* Information supplied:
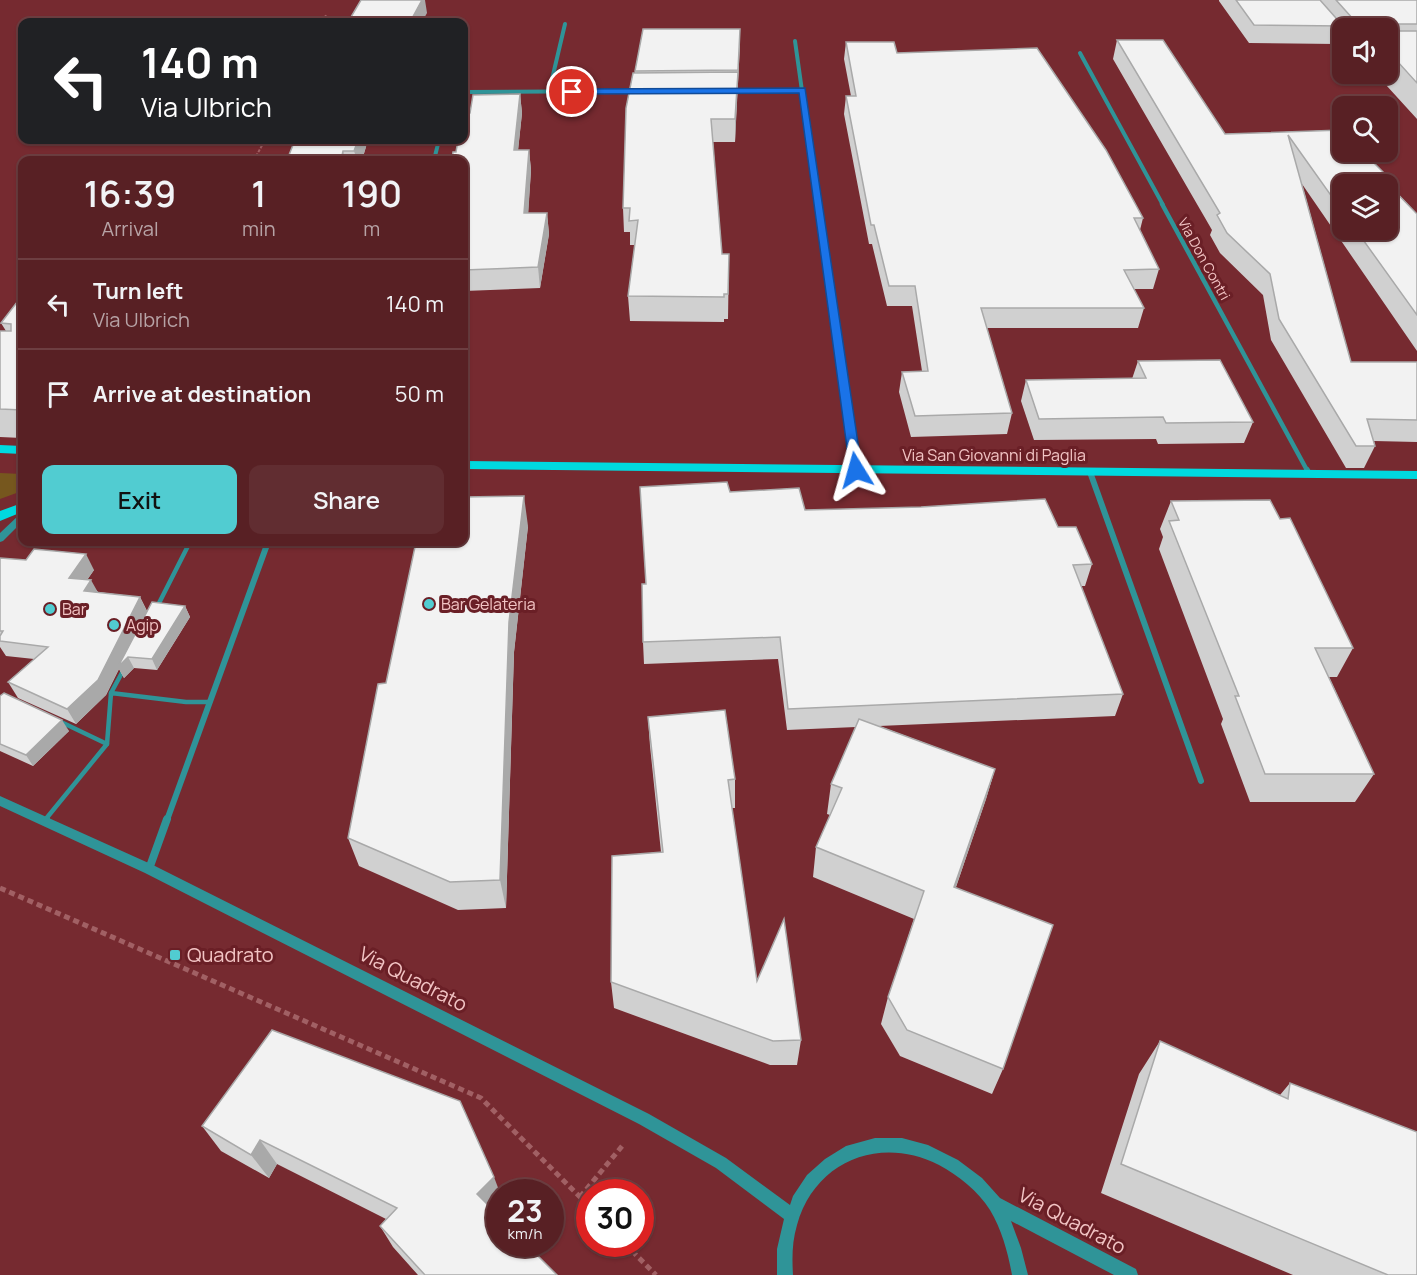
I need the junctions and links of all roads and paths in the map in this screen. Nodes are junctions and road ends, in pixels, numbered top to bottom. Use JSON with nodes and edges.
{"nodes":[{"id":1,"x":326,"y":15,"type":"dead end"},
{"id":2,"x":325,"y":18,"type":"edge"},
{"id":3,"x":565,"y":24,"type":"dead end"},
{"id":4,"x":795,"y":41,"type":"dead end"},
{"id":5,"x":1080,"y":53,"type":"dead end"},
{"id":6,"x":802,"y":90,"type":"junction"},
{"id":7,"x":641,"y":91,"type":"edge"},
{"id":8,"x":722,"y":91,"type":"edge"},
{"id":9,"x":468,"y":92,"type":"edge"},
{"id":10,"x":549,"y":92,"type":"junction"},
{"id":11,"x":0,"y":449,"type":"edge"},
{"id":12,"x":18,"y":450,"type":"edge"},
{"id":13,"x":468,"y":465,"type":"edge"},
{"id":14,"x":856,"y":470,"type":"junction"},
{"id":15,"x":1090,"y":472,"type":"junction"},
{"id":16,"x":1309,"y":474,"type":"junction"},
{"id":17,"x":1417,"y":475,"type":"edge"},
{"id":18,"x":18,"y":509,"type":"edge"},
{"id":19,"x":0,"y":516,"type":"edge"},
{"id":20,"x":18,"y":521,"type":"edge"},
{"id":21,"x":0,"y":539,"type":"edge"},
{"id":22,"x":188,"y":546,"type":"edge"},
{"id":23,"x":267,"y":546,"type":"edge"},
{"id":24,"x":154,"y":611,"type":"edge"},
{"id":25,"x":128,"y":662,"type":"edge"},
{"id":26,"x":111,"y":693,"type":"junction"},
{"id":27,"x":209,"y":702,"type":"junction"},
{"id":28,"x":54,"y":719,"type":"edge"},
{"id":29,"x":107,"y":744,"type":"junction"},
{"id":30,"x":1201,"y":781,"type":"dead end"},
{"id":31,"x":1,"y":801,"type":"edge"},
{"id":32,"x":45,"y":821,"type":"junction"},
{"id":33,"x":149,"y":869,"type":"junction"},
{"id":34,"x":0,"y":888,"type":"edge"},
{"id":35,"x":644,"y":1119,"type":"junction"},
{"id":36,"x":595,"y":1179,"type":"edge"},
{"id":37,"x":576,"y":1193,"type":"edge"},
{"id":38,"x":995,"y":1204,"type":"junction"},
{"id":39,"x":791,"y":1215,"type":"junction"},
{"id":40,"x":638,"y":1257,"type":"edge"},
{"id":41,"x":656,"y":1275,"type":"edge"},
{"id":42,"x":785,"y":1275,"type":"edge"},
{"id":43,"x":1020,"y":1275,"type":"edge"},
{"id":44,"x":1130,"y":1275,"type":"edge"}],
"edges":[{"from":1,"to":2,"type":"path"},
{"from":3,"to":10,"type":"street"},
{"from":4,"to":6,"type":"street"},
{"from":5,"to":16,"type":"street","name":"Via Don Contri"},
{"from":6,"to":8,"type":"street"},
{"from":6,"to":14,"type":"street"},
{"from":7,"to":10,"type":"street"},
{"from":9,"to":10,"type":"street"},
{"from":11,"to":12,"type":"main road"},
{"from":13,"to":14,"type":"main road","name":"Via San Giovanni di Paglia"},
{"from":14,"to":15,"type":"main road","name":"Via San Giovanni di Paglia"},
{"from":15,"to":16,"type":"main road","name":"Via San Giovanni di Paglia"},
{"from":15,"to":30,"type":"street"},
{"from":16,"to":17,"type":"main road","name":"Via San Giovanni di Paglia"},
{"from":18,"to":19,"type":"main road"},
{"from":20,"to":21,"type":"street"},
{"from":22,"to":24,"type":"lane"},
{"from":23,"to":27,"type":"street"},
{"from":25,"to":26,"type":"lane"},
{"from":26,"to":27,"type":"lane"},
{"from":26,"to":29,"type":"lane"},
{"from":27,"to":33,"type":"street"},
{"from":28,"to":29,"type":"lane"},
{"from":29,"to":32,"type":"lane"},
{"from":31,"to":32,"type":"street","name":"Via Quadrato"},
{"from":32,"to":33,"type":"street","name":"Via Quadrato"},
{"from":33,"to":35,"type":"street","name":"Via Quadrato"},
{"from":34,"to":37,"type":"path"},
{"from":35,"to":36,"type":"path"},
{"from":35,"to":39,"type":"street","name":"Via Quadrato"},
{"from":38,"to":39,"type":"street","name":"Via Quadrato"},
{"from":38,"to":43,"type":"street","name":"Via Quadrato"},
{"from":38,"to":44,"type":"street","name":"Via Quadrato"},
{"from":39,"to":42,"type":"street","name":"Via Quadrato"},
{"from":40,"to":41,"type":"path"}]}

* About this exercise:
Your answer must be an exact transcription of every entry, minus the pictures.

* Reply to the task:
I need the junctions and links of all roads and paths in the map in this screen. Nodes are junctions and road ends, in pixels, numbered top to bottom. Use JSON with nodes and edges.
{"nodes":[{"id":1,"x":326,"y":15,"type":"dead end"},
{"id":2,"x":325,"y":18,"type":"edge"},
{"id":3,"x":565,"y":24,"type":"dead end"},
{"id":4,"x":795,"y":41,"type":"dead end"},
{"id":5,"x":1080,"y":53,"type":"dead end"},
{"id":6,"x":802,"y":90,"type":"junction"},
{"id":7,"x":641,"y":91,"type":"edge"},
{"id":8,"x":722,"y":91,"type":"edge"},
{"id":9,"x":468,"y":92,"type":"edge"},
{"id":10,"x":549,"y":92,"type":"junction"},
{"id":11,"x":0,"y":449,"type":"edge"},
{"id":12,"x":18,"y":450,"type":"edge"},
{"id":13,"x":468,"y":465,"type":"edge"},
{"id":14,"x":856,"y":470,"type":"junction"},
{"id":15,"x":1090,"y":472,"type":"junction"},
{"id":16,"x":1309,"y":474,"type":"junction"},
{"id":17,"x":1417,"y":475,"type":"edge"},
{"id":18,"x":18,"y":509,"type":"edge"},
{"id":19,"x":0,"y":516,"type":"edge"},
{"id":20,"x":18,"y":521,"type":"edge"},
{"id":21,"x":0,"y":539,"type":"edge"},
{"id":22,"x":188,"y":546,"type":"edge"},
{"id":23,"x":267,"y":546,"type":"edge"},
{"id":24,"x":154,"y":611,"type":"edge"},
{"id":25,"x":128,"y":662,"type":"edge"},
{"id":26,"x":111,"y":693,"type":"junction"},
{"id":27,"x":209,"y":702,"type":"junction"},
{"id":28,"x":54,"y":719,"type":"edge"},
{"id":29,"x":107,"y":744,"type":"junction"},
{"id":30,"x":1201,"y":781,"type":"dead end"},
{"id":31,"x":1,"y":801,"type":"edge"},
{"id":32,"x":45,"y":821,"type":"junction"},
{"id":33,"x":149,"y":869,"type":"junction"},
{"id":34,"x":0,"y":888,"type":"edge"},
{"id":35,"x":644,"y":1119,"type":"junction"},
{"id":36,"x":595,"y":1179,"type":"edge"},
{"id":37,"x":576,"y":1193,"type":"edge"},
{"id":38,"x":995,"y":1204,"type":"junction"},
{"id":39,"x":791,"y":1215,"type":"junction"},
{"id":40,"x":638,"y":1257,"type":"edge"},
{"id":41,"x":656,"y":1275,"type":"edge"},
{"id":42,"x":785,"y":1275,"type":"edge"},
{"id":43,"x":1020,"y":1275,"type":"edge"},
{"id":44,"x":1130,"y":1275,"type":"edge"}],
"edges":[{"from":1,"to":2,"type":"path"},
{"from":3,"to":10,"type":"street"},
{"from":4,"to":6,"type":"street"},
{"from":5,"to":16,"type":"street","name":"Via Don Contri"},
{"from":6,"to":8,"type":"street"},
{"from":6,"to":14,"type":"street"},
{"from":7,"to":10,"type":"street"},
{"from":9,"to":10,"type":"street"},
{"from":11,"to":12,"type":"main road"},
{"from":13,"to":14,"type":"main road","name":"Via San Giovanni di Paglia"},
{"from":14,"to":15,"type":"main road","name":"Via San Giovanni di Paglia"},
{"from":15,"to":16,"type":"main road","name":"Via San Giovanni di Paglia"},
{"from":15,"to":30,"type":"street"},
{"from":16,"to":17,"type":"main road","name":"Via San Giovanni di Paglia"},
{"from":18,"to":19,"type":"main road"},
{"from":20,"to":21,"type":"street"},
{"from":22,"to":24,"type":"lane"},
{"from":23,"to":27,"type":"street"},
{"from":25,"to":26,"type":"lane"},
{"from":26,"to":27,"type":"lane"},
{"from":26,"to":29,"type":"lane"},
{"from":27,"to":33,"type":"street"},
{"from":28,"to":29,"type":"lane"},
{"from":29,"to":32,"type":"lane"},
{"from":31,"to":32,"type":"street","name":"Via Quadrato"},
{"from":32,"to":33,"type":"street","name":"Via Quadrato"},
{"from":33,"to":35,"type":"street","name":"Via Quadrato"},
{"from":34,"to":37,"type":"path"},
{"from":35,"to":36,"type":"path"},
{"from":35,"to":39,"type":"street","name":"Via Quadrato"},
{"from":38,"to":39,"type":"street","name":"Via Quadrato"},
{"from":38,"to":43,"type":"street","name":"Via Quadrato"},
{"from":38,"to":44,"type":"street","name":"Via Quadrato"},
{"from":39,"to":42,"type":"street","name":"Via Quadrato"},
{"from":40,"to":41,"type":"path"}]}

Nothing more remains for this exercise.